Her final indictment of him.
    He shook off these thoughts, bringing himself gratefully back to the limo, the landscape passing muted and surrealistic outside the tinted window. And Sarah Downes sitting beside him, legs crossed now, one foot in the sensible low-heeled shoe swinging back and forth, back and forth.
    Body language. At which Trent had made himself adept for his interrogations. The small clues of movement, the use of hands and feet, the body tense or relaxed, leaning forward or drawing away, the attitude of the chin and the trembling of eyelids, all the telltale signs. What clues did Sarah Downes now supply? That swinging foot, her folded arms guarding her chest, the small beat of the pulse in her temple.

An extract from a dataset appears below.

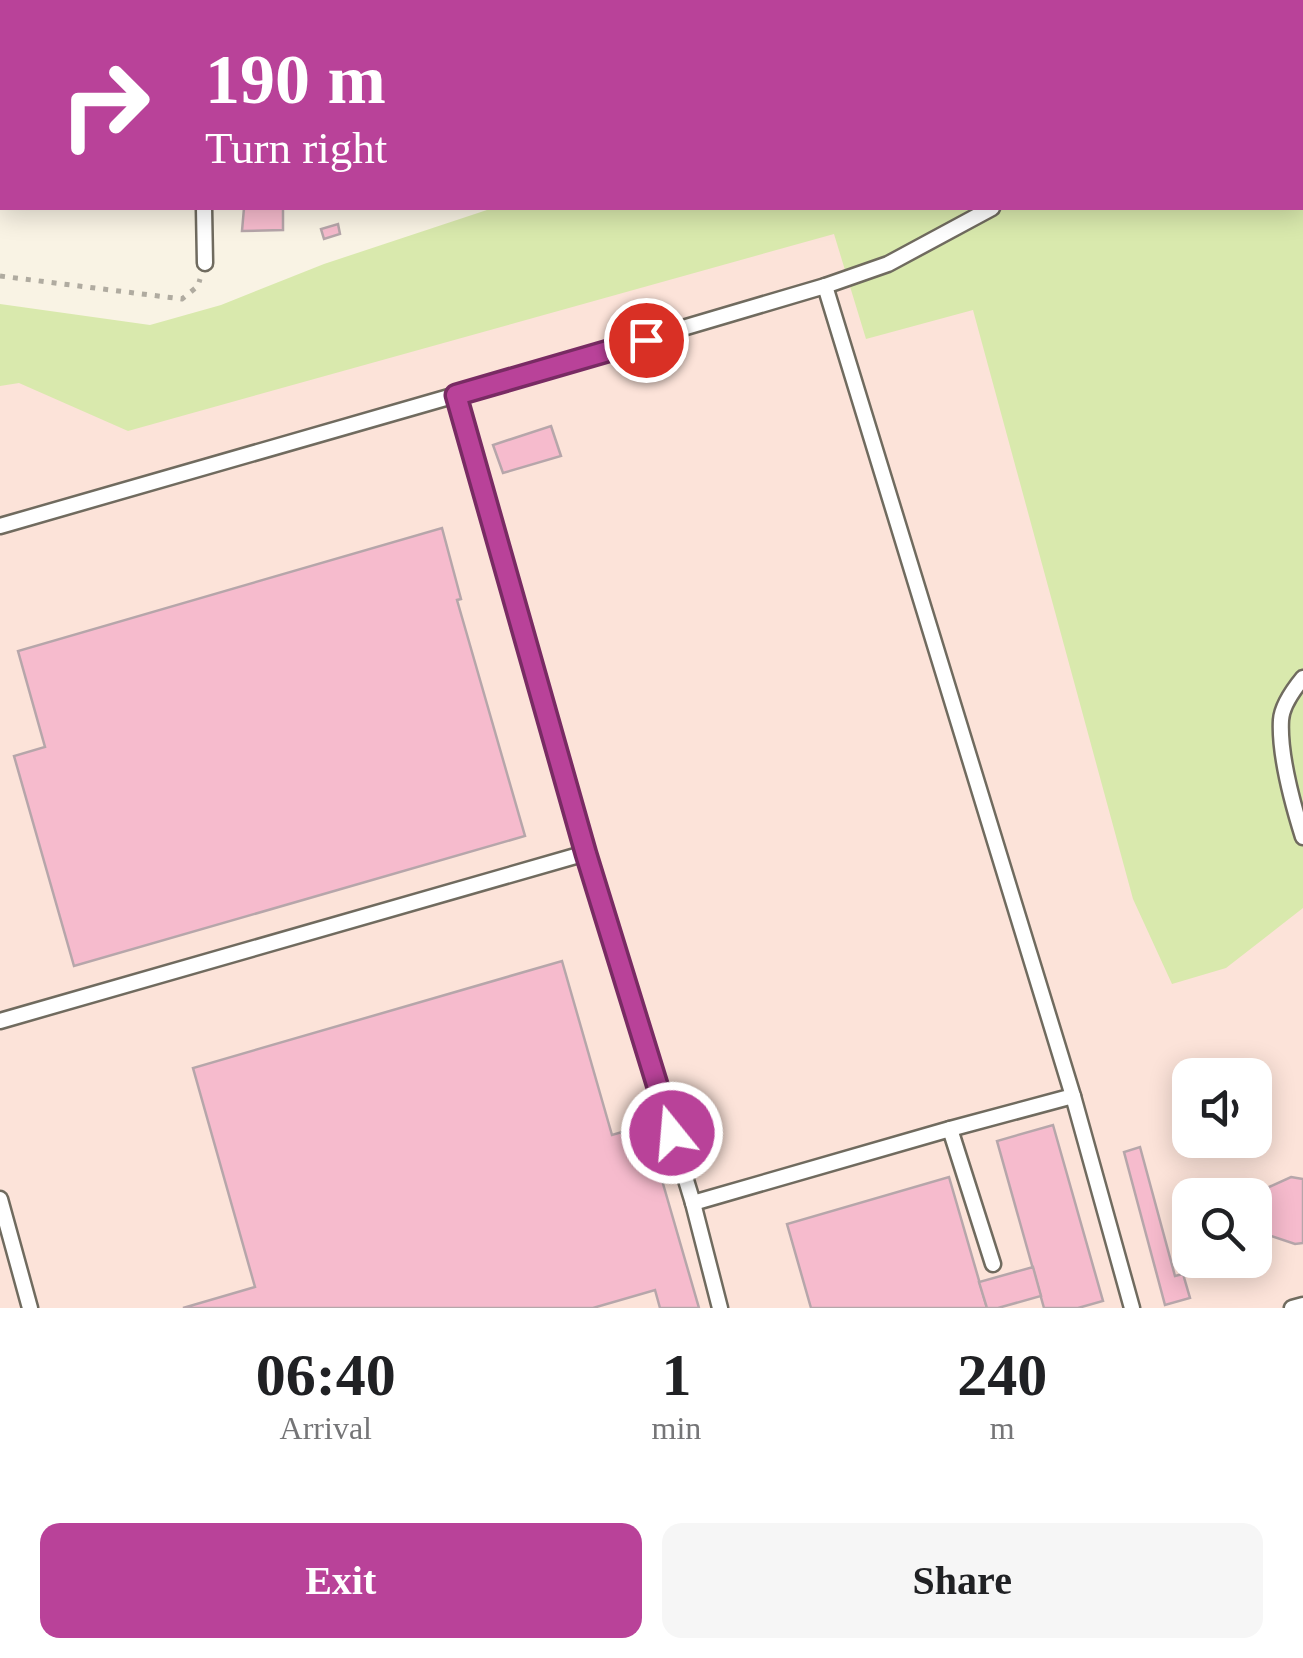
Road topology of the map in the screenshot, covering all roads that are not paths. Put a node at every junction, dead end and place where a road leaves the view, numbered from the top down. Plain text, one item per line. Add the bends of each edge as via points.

    “Tell me about the victim,” Trent said. “The child.”
    “Alicia Bartlett. Seven years old,” she said, sighing. “Precocious. But a nice little girl. Polite and well bred. Excellent grades in school. Utterly feminine. Loved her American Girl doll Amanda. Hobby: jigsaw puzzles, even in this day of computer games. She and Jason Dorrant worked at a puzzle during that last visit.”
    Trent conjured up pictures of twelve-year-old Jason Dorrant with seven-year-old Alicia Bartlett, heads bent together as they worked over a jigsaw puzzle. They, too, were a puzzle to be solved.
    Sarah Downes’s swinging foot now stopped.
    Trent waited. Finally she said: “I wonder . . .” Then faltered, shifted her body and fell silent.